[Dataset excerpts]
*** Begin section ***
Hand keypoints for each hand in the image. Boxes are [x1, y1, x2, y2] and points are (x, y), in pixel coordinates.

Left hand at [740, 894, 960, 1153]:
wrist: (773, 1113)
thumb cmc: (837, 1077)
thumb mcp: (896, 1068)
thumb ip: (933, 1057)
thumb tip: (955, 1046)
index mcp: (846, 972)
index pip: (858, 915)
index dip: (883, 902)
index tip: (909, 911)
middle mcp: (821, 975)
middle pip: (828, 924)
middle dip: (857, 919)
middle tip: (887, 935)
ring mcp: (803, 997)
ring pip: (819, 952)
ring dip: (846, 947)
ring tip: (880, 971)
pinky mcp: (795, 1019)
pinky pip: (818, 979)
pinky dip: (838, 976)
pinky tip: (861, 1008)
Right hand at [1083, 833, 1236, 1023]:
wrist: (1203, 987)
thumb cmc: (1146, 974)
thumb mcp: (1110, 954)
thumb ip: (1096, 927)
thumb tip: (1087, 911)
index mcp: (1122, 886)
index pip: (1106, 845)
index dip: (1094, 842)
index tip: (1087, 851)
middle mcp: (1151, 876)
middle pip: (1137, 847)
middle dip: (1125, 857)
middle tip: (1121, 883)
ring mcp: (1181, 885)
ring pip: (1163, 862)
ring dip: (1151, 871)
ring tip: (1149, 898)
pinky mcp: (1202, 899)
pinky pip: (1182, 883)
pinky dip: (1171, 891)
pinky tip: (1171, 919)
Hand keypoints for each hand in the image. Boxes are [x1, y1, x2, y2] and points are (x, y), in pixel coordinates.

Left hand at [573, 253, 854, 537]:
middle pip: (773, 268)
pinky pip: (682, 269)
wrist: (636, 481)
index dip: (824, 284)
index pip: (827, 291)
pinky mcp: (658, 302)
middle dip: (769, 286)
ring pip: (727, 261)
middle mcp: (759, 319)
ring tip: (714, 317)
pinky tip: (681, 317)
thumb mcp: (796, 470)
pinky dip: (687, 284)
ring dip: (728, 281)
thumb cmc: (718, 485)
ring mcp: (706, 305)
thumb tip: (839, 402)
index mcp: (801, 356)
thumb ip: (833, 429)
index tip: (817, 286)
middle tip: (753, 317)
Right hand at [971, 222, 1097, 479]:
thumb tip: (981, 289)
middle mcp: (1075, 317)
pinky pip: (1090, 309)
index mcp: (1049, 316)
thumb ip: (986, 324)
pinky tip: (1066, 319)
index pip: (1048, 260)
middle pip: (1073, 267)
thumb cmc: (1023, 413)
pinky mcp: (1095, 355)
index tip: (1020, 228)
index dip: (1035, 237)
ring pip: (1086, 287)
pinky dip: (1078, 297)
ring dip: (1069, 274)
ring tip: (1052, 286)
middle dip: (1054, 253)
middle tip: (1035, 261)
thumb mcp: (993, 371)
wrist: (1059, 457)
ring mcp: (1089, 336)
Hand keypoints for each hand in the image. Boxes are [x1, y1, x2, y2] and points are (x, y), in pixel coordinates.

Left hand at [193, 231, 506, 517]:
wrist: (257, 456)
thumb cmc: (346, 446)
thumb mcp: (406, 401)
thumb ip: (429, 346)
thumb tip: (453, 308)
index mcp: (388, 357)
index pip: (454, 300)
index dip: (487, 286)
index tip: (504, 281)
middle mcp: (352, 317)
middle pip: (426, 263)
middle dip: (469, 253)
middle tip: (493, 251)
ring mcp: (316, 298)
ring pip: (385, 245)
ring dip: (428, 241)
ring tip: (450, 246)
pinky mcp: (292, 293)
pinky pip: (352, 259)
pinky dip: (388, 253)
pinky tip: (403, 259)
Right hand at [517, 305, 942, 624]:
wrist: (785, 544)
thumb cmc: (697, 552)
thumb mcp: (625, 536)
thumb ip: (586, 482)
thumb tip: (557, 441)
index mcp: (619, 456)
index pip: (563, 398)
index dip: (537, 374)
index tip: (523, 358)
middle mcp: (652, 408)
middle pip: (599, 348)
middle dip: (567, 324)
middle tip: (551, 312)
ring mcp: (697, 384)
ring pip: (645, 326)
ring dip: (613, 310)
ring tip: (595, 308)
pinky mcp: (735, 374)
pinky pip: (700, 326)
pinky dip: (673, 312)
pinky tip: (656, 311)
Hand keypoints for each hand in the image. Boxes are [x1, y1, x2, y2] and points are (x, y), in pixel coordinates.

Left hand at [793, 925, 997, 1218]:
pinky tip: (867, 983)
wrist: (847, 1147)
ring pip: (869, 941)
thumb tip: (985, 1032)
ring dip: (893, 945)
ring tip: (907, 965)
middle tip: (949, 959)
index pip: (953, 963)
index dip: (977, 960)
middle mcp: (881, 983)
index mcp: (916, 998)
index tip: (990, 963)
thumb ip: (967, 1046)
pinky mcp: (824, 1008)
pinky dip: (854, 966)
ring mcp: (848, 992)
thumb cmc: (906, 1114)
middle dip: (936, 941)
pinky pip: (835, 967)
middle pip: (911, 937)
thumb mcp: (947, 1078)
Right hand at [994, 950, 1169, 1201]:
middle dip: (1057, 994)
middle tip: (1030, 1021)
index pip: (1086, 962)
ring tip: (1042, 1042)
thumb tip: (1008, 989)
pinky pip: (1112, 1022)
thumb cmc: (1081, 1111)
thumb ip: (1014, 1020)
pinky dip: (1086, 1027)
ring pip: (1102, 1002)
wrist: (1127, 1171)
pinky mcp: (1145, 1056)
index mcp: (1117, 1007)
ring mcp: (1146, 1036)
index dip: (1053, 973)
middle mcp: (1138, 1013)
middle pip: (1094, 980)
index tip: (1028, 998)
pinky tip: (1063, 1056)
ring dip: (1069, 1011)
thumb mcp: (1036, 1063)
*** End section ***
- [Exercise instructions]:
Above are the records; copy each line from them that includes the string "Left".

- [Exercise answer]:
Left hand at [740, 894, 960, 1153]:
Left hand at [573, 253, 854, 537]:
Left hand at [193, 231, 506, 517]:
Left hand at [793, 925, 997, 1218]:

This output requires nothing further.